"There may be a line out the door and we expect our budtenders will be dealing with people who have a myriad of questions. So we wanted to offer information about the laws and about safe consumption," said Elan Nelson, a business strategy consultant for Medicine Man in Denver.
In south Denver, the staff at Evergreen Apothecary, located about an hour and a half from the Wyoming border, is ready for an influx of first-day retail pot shoppers with rented propane heaters, red velvet ropes and a security staff that will be on duty starting at 8 a.m.
"We'll be giving out special T-shirts," said shop co-owner Tim Cullen, "and my parents have volunteered to hand out coffee, juice and snacks to the people standing in line."

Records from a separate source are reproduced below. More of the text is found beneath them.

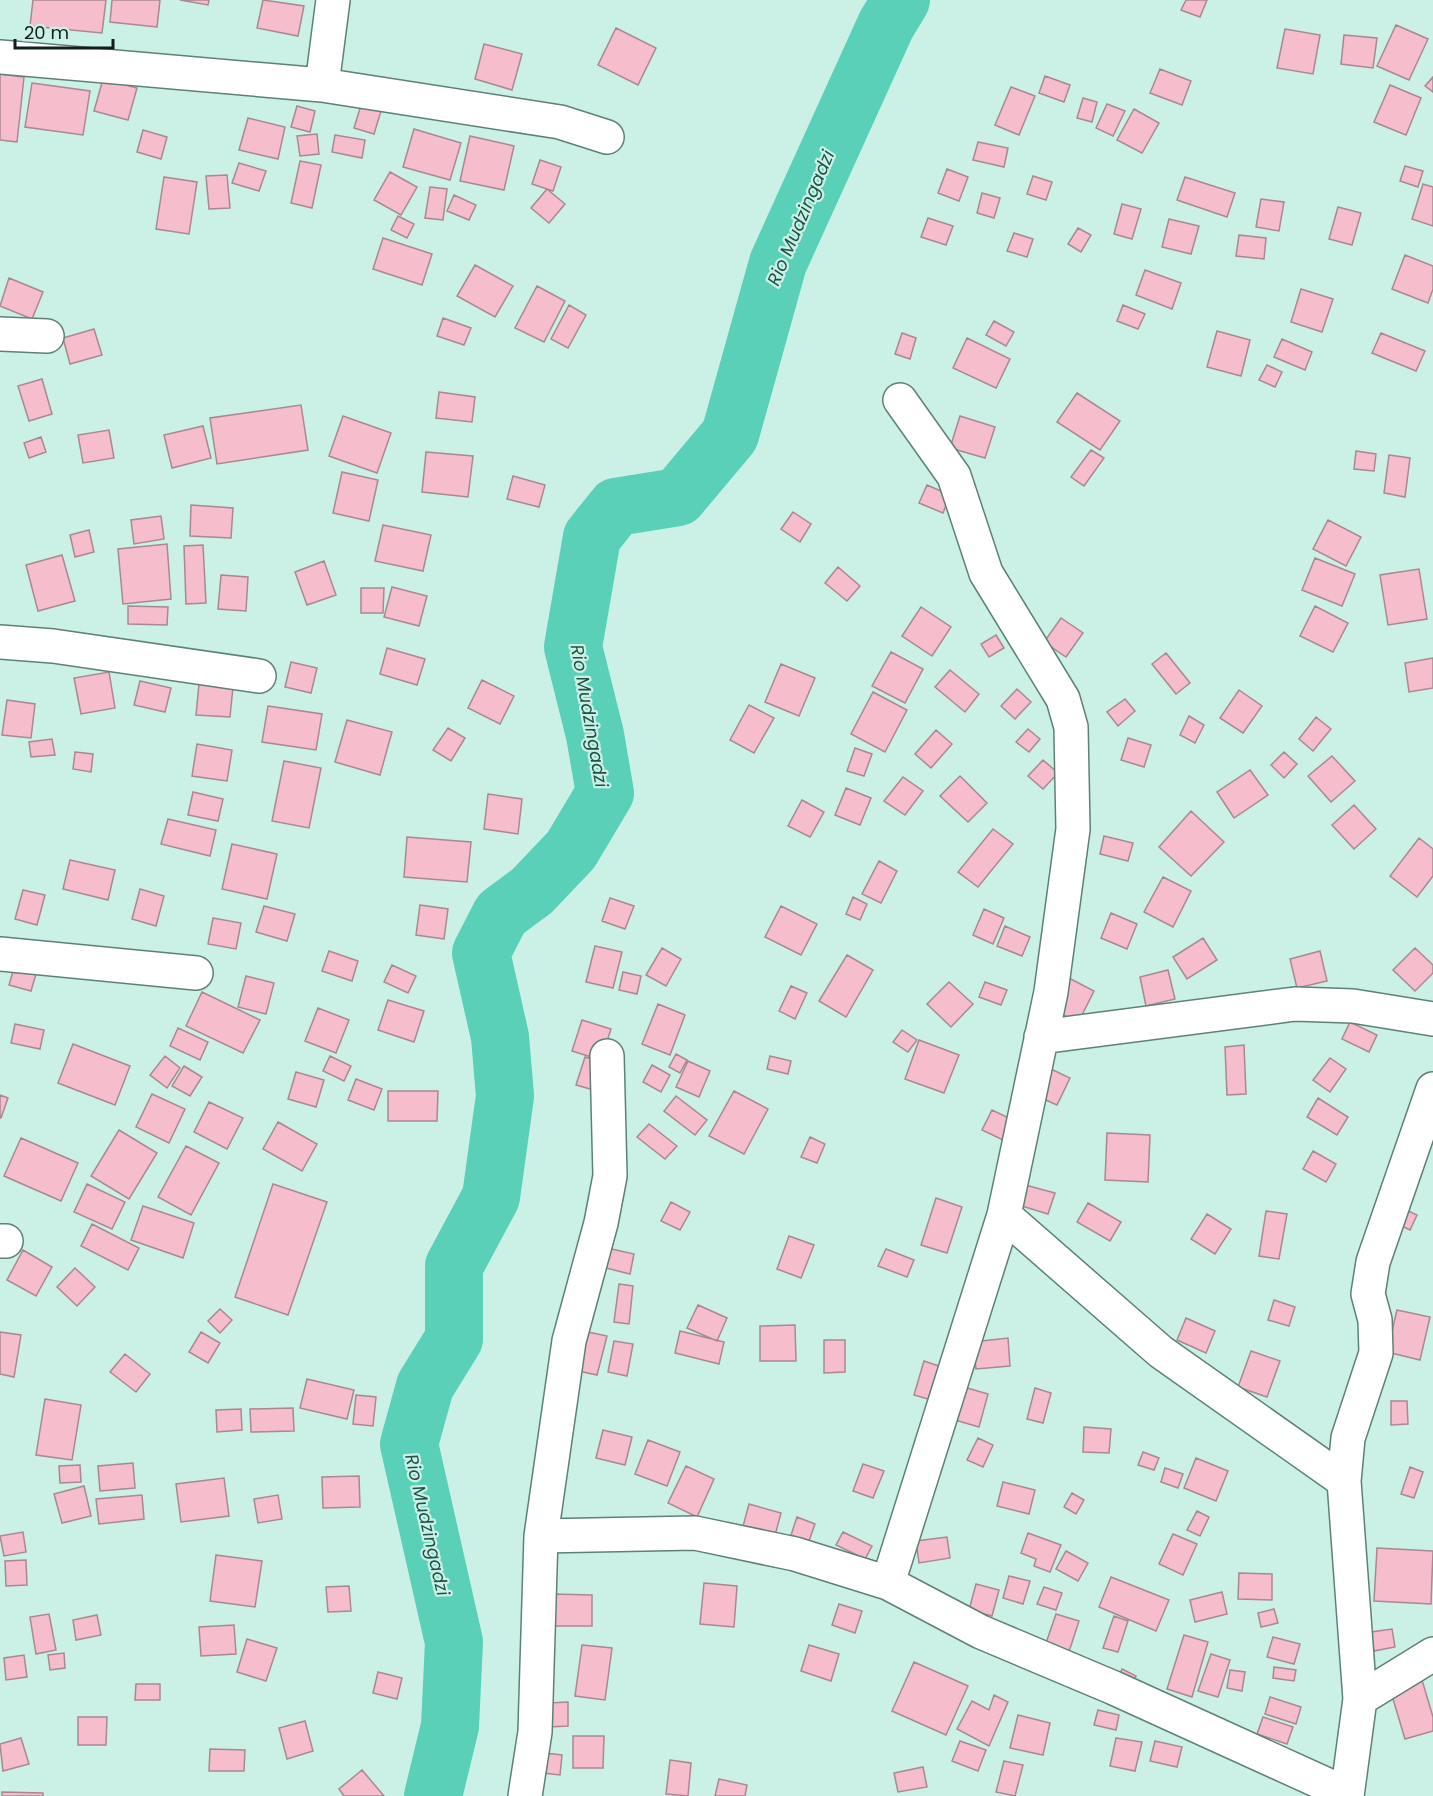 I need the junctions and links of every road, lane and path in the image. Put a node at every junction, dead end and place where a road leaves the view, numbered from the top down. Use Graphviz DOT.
graph roads {
  1 [pos="333,0"];
  2 [pos="0,57"];
  3 [pos="322,85"];
  4 [pos="608,137"];
  5 [pos="0,334"];
  6 [pos="47,336"];
  7 [pos="900,400"];
  8 [pos="0,642"];
  9 [pos="259,676"];
  10 [pos="0,954"];
  11 [pos="196,973"];
  12 [pos="1433,1019"];
  13 [pos="1041,1037"];
  14 [pos="607,1056"];
  15 [pos="1433,1089"];
  16 [pos="1004,1215"];
  17 [pos="1344,1481"];
  18 [pos="541,1536"];
  19 [pos="888,1583"];
  20 [pos="1433,1654"];
  21 [pos="1360,1699"];
  22 [pos="1347,1795"];
  23 [pos="525,1796"];
  1 -- 3 [label="street"];
  2 -- 3 [label="street"];
  3 -- 4 [label="street"];
  5 -- 6 [label="street"];
  7 -- 13 [label="street"];
  8 -- 9 [label="street"];
  10 -- 11 [label="street"];
  12 -- 13 [label="street"];
  13 -- 16 [label="street"];
  14 -- 18 [label="street"];
  15 -- 17 [label="street"];
  16 -- 17 [label="street"];
  16 -- 19 [label="street"];
  17 -- 21 [label="street"];
  18 -- 19 [label="street"];
  18 -- 23 [label="street"];
  19 -- 22 [label="street"];
  20 -- 21 [label="street"];
  21 -- 22 [label="street"];
}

Longtime travel expert Arthur Frommer has predicted that pot tourism will make Colorado a new hot spot. But despite the fact that this sort of tourism has been lucrative for shop owners in Amsterdam, his daughter, Pauline Frommer, the editorial director of Frommer Media, said she's taking a "wait-and-see approach."

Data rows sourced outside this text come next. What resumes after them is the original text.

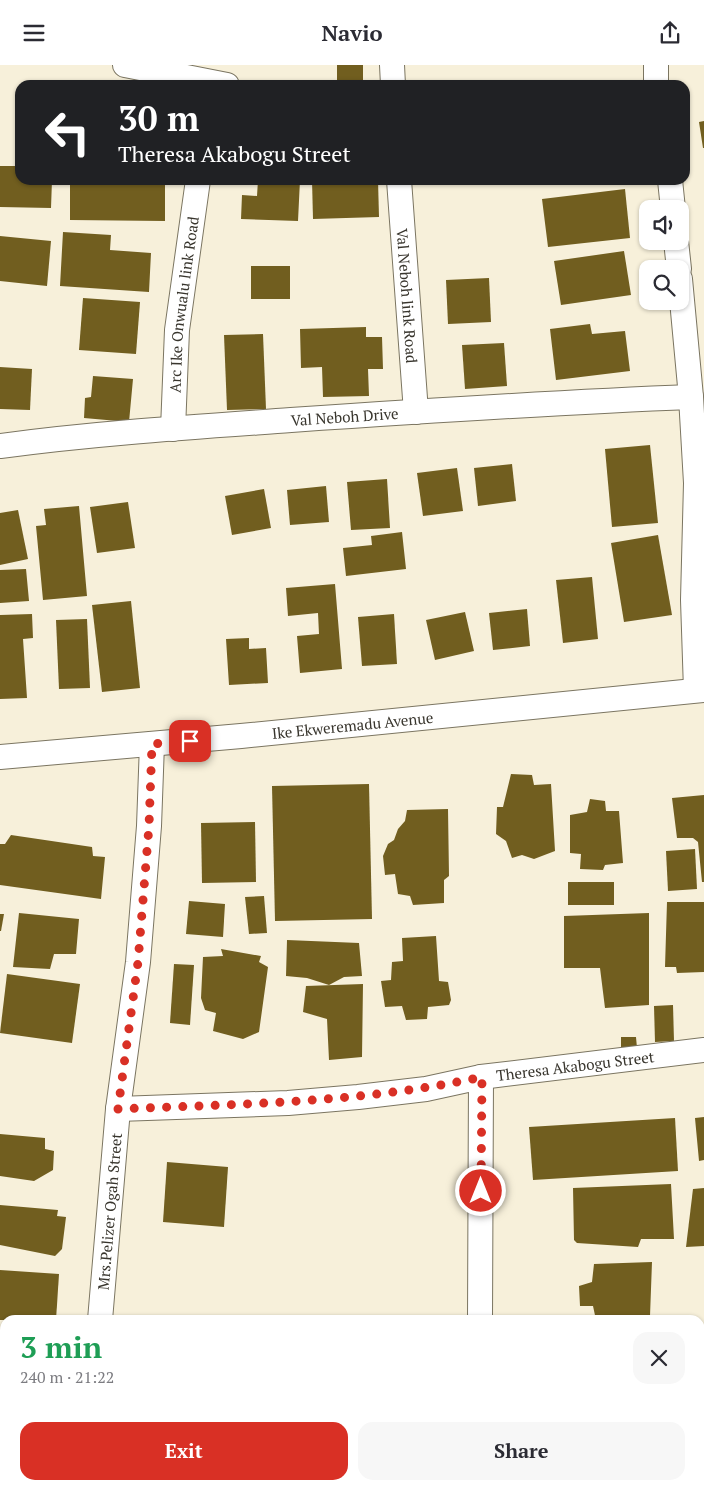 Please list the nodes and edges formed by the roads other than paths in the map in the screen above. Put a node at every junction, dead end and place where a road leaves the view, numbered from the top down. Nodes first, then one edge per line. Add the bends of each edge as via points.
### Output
1 (125, 65) edge
2 (392, 65) edge
3 (656, 65) edge
4 (197, 80) edge
5 (393, 80) edge
6 (656, 80) edge
7 (197, 185) edge
8 (399, 185) edge
9 (671, 185) edge
10 (672, 200) edge
11 (683, 310) edge
12 (692, 397) junction
13 (416, 412) junction
14 (173, 429) junction
15 (0, 446) edge
16 (700, 690) edge
17 (152, 744) junction
18 (0, 757) edge
19 (704, 1050) edge
20 (482, 1077) junction
21 (118, 1109) junction
22 (100, 1315) edge
23 (480, 1315) edge

1 - 4 street
2 - 5 street
3 - 6 street
7 - 14 street, Arc Ike Onwualu link Road via 177,330
8 - 13 street, Val Neboh link Road
9 - 10 street
11 - 12 street
12 - 13 street, Val Neboh Drive via 550,402
12 - 16 street via 696,483 693,600
13 - 14 street, Val Neboh Drive
14 - 15 street, Val Neboh Drive
16 - 17 street, Ike Ekweremadu Avenue
17 - 18 street, Ike Ekweremadu Avenue
17 - 21 street, Mrs.Pelizer Ogah Street via 138,962
19 - 20 street, Theresa Akabogu Street
20 - 21 street, Theresa Akabogu Street via 426,1089 358,1097
20 - 23 street
21 - 22 street, Mrs.Pelizer Ogah Street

Leafly, an online database with thousands of user reviews of medical marijuana strains and dispensaries around the country, expects that starting Jan.1 there will be a large number of reviews written about the retail pot stores and recreational marijuana strains available in Colorado.
"It will help tourists in new locations find the right strain for the experience they're looking for. And once people find the right strains, we can tell them which retail stores have it and which retail stores are top-rated," said Leafly CEO Brendan Kennedy.
Prior to Jan. 1, Colorado High Life Tours has mixed sightseeing with stops at glass-blowing shops, marijuana grow centers and has offered customers "free samples"—because buying pot was not yet legal.
(Read more: Seattle throws birthday party for legal pot)
"You live and learn," said Vee. "On our tours, we're getting a lot of empty nesters that haven't smoked pot in 20 years. We've also had people who have never smoked pot take our tours and had one couple get high and so paranoid that we had to interrupt the tour and take them back to their hotel."